● **EXERCISE DETAILS**:
When responding, copy every record below exactly as it appears.

● **DATASET ENTRIES**:
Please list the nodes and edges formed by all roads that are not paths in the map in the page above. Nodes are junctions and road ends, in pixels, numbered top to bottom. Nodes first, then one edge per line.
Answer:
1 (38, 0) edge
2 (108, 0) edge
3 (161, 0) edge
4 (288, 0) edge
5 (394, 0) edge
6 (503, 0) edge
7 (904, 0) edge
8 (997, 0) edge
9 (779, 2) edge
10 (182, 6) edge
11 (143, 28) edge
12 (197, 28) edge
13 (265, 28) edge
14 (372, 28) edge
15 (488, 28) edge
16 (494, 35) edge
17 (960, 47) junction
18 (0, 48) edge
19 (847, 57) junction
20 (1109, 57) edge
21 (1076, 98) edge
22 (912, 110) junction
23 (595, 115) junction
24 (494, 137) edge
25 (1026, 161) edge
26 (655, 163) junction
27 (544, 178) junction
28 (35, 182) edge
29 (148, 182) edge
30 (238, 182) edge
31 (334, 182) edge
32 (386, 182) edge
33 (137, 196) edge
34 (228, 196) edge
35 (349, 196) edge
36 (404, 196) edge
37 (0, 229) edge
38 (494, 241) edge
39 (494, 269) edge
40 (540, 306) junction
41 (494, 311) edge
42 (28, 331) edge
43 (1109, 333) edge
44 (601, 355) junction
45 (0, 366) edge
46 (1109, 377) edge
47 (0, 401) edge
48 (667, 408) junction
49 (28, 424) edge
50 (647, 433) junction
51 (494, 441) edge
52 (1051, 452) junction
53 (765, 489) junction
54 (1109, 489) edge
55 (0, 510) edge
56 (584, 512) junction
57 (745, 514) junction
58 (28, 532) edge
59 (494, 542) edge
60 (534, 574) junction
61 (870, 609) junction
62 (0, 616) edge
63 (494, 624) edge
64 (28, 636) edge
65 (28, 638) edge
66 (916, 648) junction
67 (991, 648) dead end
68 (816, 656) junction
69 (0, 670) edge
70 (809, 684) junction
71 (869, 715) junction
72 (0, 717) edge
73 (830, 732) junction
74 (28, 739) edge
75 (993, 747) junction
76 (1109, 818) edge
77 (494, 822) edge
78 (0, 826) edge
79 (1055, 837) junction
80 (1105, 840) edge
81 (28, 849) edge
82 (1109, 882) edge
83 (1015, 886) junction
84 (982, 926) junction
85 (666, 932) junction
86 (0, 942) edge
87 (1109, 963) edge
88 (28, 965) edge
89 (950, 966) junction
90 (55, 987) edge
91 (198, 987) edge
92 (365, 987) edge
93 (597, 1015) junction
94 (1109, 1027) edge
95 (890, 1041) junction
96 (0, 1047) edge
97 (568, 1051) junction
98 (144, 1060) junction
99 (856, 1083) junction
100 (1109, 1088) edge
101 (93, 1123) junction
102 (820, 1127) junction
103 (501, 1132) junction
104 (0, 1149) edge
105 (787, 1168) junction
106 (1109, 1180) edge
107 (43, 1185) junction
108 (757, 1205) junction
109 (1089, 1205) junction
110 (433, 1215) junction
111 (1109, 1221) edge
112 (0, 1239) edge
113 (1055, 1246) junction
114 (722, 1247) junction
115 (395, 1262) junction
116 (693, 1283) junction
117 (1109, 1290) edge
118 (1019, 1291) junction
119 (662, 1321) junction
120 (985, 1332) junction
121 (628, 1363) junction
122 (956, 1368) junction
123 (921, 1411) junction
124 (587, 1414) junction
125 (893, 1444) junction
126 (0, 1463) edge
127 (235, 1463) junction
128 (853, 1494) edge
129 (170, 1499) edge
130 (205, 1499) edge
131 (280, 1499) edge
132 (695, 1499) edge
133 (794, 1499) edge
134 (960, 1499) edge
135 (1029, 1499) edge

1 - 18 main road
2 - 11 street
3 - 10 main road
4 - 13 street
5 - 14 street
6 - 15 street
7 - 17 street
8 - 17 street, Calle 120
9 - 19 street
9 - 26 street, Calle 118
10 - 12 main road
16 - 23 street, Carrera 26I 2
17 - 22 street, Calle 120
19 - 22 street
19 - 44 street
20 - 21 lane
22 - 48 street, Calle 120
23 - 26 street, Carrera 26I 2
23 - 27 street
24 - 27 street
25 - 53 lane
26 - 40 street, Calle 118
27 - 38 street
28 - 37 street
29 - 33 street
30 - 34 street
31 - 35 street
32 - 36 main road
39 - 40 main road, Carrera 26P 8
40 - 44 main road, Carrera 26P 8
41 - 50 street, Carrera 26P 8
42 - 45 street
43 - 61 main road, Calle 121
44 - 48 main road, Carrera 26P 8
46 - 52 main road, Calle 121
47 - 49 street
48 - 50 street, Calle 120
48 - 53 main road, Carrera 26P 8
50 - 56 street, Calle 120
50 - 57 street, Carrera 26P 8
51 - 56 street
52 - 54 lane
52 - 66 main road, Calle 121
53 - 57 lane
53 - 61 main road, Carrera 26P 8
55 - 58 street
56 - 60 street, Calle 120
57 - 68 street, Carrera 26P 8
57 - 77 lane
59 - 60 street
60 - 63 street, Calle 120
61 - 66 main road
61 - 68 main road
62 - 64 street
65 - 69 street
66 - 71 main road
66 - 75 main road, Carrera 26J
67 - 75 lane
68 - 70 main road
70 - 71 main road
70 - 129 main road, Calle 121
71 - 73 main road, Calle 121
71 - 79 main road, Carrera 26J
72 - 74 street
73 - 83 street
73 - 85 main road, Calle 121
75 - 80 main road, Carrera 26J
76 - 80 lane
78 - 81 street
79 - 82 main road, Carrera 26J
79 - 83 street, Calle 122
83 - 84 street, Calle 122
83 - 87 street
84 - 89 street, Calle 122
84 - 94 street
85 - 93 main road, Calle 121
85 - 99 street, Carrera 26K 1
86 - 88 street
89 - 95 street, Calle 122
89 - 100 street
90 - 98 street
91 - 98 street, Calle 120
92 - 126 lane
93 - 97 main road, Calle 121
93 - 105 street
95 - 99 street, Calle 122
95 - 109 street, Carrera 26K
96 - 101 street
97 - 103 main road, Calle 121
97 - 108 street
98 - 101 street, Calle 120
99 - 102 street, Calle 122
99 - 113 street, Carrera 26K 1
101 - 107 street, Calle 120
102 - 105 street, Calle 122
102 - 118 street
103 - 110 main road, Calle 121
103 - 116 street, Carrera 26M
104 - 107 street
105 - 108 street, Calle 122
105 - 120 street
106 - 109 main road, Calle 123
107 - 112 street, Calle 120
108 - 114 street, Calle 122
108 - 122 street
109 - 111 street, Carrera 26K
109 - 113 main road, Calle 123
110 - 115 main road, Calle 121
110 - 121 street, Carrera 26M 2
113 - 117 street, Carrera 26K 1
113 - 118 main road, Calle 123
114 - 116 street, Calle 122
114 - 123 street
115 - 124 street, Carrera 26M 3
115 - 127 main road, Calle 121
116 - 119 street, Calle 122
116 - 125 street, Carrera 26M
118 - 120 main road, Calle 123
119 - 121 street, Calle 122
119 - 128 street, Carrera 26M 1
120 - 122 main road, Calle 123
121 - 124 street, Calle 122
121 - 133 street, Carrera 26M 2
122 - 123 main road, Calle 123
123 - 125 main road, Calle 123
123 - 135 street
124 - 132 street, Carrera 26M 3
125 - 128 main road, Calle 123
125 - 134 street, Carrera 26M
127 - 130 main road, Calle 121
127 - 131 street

● **TASK ANSWER**:
Please list the nodes and edges formed by all roads that are not paths in the map in the page above. Nodes are junctions and road ends, in pixels, numbered top to bottom. Nodes first, then one edge per line.
Answer:
1 (38, 0) edge
2 (108, 0) edge
3 (161, 0) edge
4 (288, 0) edge
5 (394, 0) edge
6 (503, 0) edge
7 (904, 0) edge
8 (997, 0) edge
9 (779, 2) edge
10 (182, 6) edge
11 (143, 28) edge
12 (197, 28) edge
13 (265, 28) edge
14 (372, 28) edge
15 (488, 28) edge
16 (494, 35) edge
17 (960, 47) junction
18 (0, 48) edge
19 (847, 57) junction
20 (1109, 57) edge
21 (1076, 98) edge
22 (912, 110) junction
23 (595, 115) junction
24 (494, 137) edge
25 (1026, 161) edge
26 (655, 163) junction
27 (544, 178) junction
28 (35, 182) edge
29 (148, 182) edge
30 (238, 182) edge
31 (334, 182) edge
32 (386, 182) edge
33 (137, 196) edge
34 (228, 196) edge
35 (349, 196) edge
36 (404, 196) edge
37 (0, 229) edge
38 (494, 241) edge
39 (494, 269) edge
40 (540, 306) junction
41 (494, 311) edge
42 (28, 331) edge
43 (1109, 333) edge
44 (601, 355) junction
45 (0, 366) edge
46 (1109, 377) edge
47 (0, 401) edge
48 (667, 408) junction
49 (28, 424) edge
50 (647, 433) junction
51 (494, 441) edge
52 (1051, 452) junction
53 (765, 489) junction
54 (1109, 489) edge
55 (0, 510) edge
56 (584, 512) junction
57 (745, 514) junction
58 (28, 532) edge
59 (494, 542) edge
60 (534, 574) junction
61 (870, 609) junction
62 (0, 616) edge
63 (494, 624) edge
64 (28, 636) edge
65 (28, 638) edge
66 (916, 648) junction
67 (991, 648) dead end
68 (816, 656) junction
69 (0, 670) edge
70 (809, 684) junction
71 (869, 715) junction
72 (0, 717) edge
73 (830, 732) junction
74 (28, 739) edge
75 (993, 747) junction
76 (1109, 818) edge
77 (494, 822) edge
78 (0, 826) edge
79 (1055, 837) junction
80 (1105, 840) edge
81 (28, 849) edge
82 (1109, 882) edge
83 (1015, 886) junction
84 (982, 926) junction
85 (666, 932) junction
86 (0, 942) edge
87 (1109, 963) edge
88 (28, 965) edge
89 (950, 966) junction
90 (55, 987) edge
91 (198, 987) edge
92 (365, 987) edge
93 (597, 1015) junction
94 (1109, 1027) edge
95 (890, 1041) junction
96 (0, 1047) edge
97 (568, 1051) junction
98 (144, 1060) junction
99 (856, 1083) junction
100 (1109, 1088) edge
101 (93, 1123) junction
102 (820, 1127) junction
103 (501, 1132) junction
104 (0, 1149) edge
105 (787, 1168) junction
106 (1109, 1180) edge
107 (43, 1185) junction
108 (757, 1205) junction
109 (1089, 1205) junction
110 (433, 1215) junction
111 (1109, 1221) edge
112 (0, 1239) edge
113 (1055, 1246) junction
114 (722, 1247) junction
115 (395, 1262) junction
116 (693, 1283) junction
117 (1109, 1290) edge
118 (1019, 1291) junction
119 (662, 1321) junction
120 (985, 1332) junction
121 (628, 1363) junction
122 (956, 1368) junction
123 (921, 1411) junction
124 (587, 1414) junction
125 (893, 1444) junction
126 (0, 1463) edge
127 (235, 1463) junction
128 (853, 1494) edge
129 (170, 1499) edge
130 (205, 1499) edge
131 (280, 1499) edge
132 (695, 1499) edge
133 (794, 1499) edge
134 (960, 1499) edge
135 (1029, 1499) edge

1 - 18 main road
2 - 11 street
3 - 10 main road
4 - 13 street
5 - 14 street
6 - 15 street
7 - 17 street
8 - 17 street, Calle 120
9 - 19 street
9 - 26 street, Calle 118
10 - 12 main road
16 - 23 street, Carrera 26I 2
17 - 22 street, Calle 120
19 - 22 street
19 - 44 street
20 - 21 lane
22 - 48 street, Calle 120
23 - 26 street, Carrera 26I 2
23 - 27 street
24 - 27 street
25 - 53 lane
26 - 40 street, Calle 118
27 - 38 street
28 - 37 street
29 - 33 street
30 - 34 street
31 - 35 street
32 - 36 main road
39 - 40 main road, Carrera 26P 8
40 - 44 main road, Carrera 26P 8
41 - 50 street, Carrera 26P 8
42 - 45 street
43 - 61 main road, Calle 121
44 - 48 main road, Carrera 26P 8
46 - 52 main road, Calle 121
47 - 49 street
48 - 50 street, Calle 120
48 - 53 main road, Carrera 26P 8
50 - 56 street, Calle 120
50 - 57 street, Carrera 26P 8
51 - 56 street
52 - 54 lane
52 - 66 main road, Calle 121
53 - 57 lane
53 - 61 main road, Carrera 26P 8
55 - 58 street
56 - 60 street, Calle 120
57 - 68 street, Carrera 26P 8
57 - 77 lane
59 - 60 street
60 - 63 street, Calle 120
61 - 66 main road
61 - 68 main road
62 - 64 street
65 - 69 street
66 - 71 main road
66 - 75 main road, Carrera 26J
67 - 75 lane
68 - 70 main road
70 - 71 main road
70 - 129 main road, Calle 121
71 - 73 main road, Calle 121
71 - 79 main road, Carrera 26J
72 - 74 street
73 - 83 street
73 - 85 main road, Calle 121
75 - 80 main road, Carrera 26J
76 - 80 lane
78 - 81 street
79 - 82 main road, Carrera 26J
79 - 83 street, Calle 122
83 - 84 street, Calle 122
83 - 87 street
84 - 89 street, Calle 122
84 - 94 street
85 - 93 main road, Calle 121
85 - 99 street, Carrera 26K 1
86 - 88 street
89 - 95 street, Calle 122
89 - 100 street
90 - 98 street
91 - 98 street, Calle 120
92 - 126 lane
93 - 97 main road, Calle 121
93 - 105 street
95 - 99 street, Calle 122
95 - 109 street, Carrera 26K
96 - 101 street
97 - 103 main road, Calle 121
97 - 108 street
98 - 101 street, Calle 120
99 - 102 street, Calle 122
99 - 113 street, Carrera 26K 1
101 - 107 street, Calle 120
102 - 105 street, Calle 122
102 - 118 street
103 - 110 main road, Calle 121
103 - 116 street, Carrera 26M
104 - 107 street
105 - 108 street, Calle 122
105 - 120 street
106 - 109 main road, Calle 123
107 - 112 street, Calle 120
108 - 114 street, Calle 122
108 - 122 street
109 - 111 street, Carrera 26K
109 - 113 main road, Calle 123
110 - 115 main road, Calle 121
110 - 121 street, Carrera 26M 2
113 - 117 street, Carrera 26K 1
113 - 118 main road, Calle 123
114 - 116 street, Calle 122
114 - 123 street
115 - 124 street, Carrera 26M 3
115 - 127 main road, Calle 121
116 - 119 street, Calle 122
116 - 125 street, Carrera 26M
118 - 120 main road, Calle 123
119 - 121 street, Calle 122
119 - 128 street, Carrera 26M 1
120 - 122 main road, Calle 123
121 - 124 street, Calle 122
121 - 133 street, Carrera 26M 2
122 - 123 main road, Calle 123
123 - 125 main road, Calle 123
123 - 135 street
124 - 132 street, Carrera 26M 3
125 - 128 main road, Calle 123
125 - 134 street, Carrera 26M
127 - 130 main road, Calle 121
127 - 131 street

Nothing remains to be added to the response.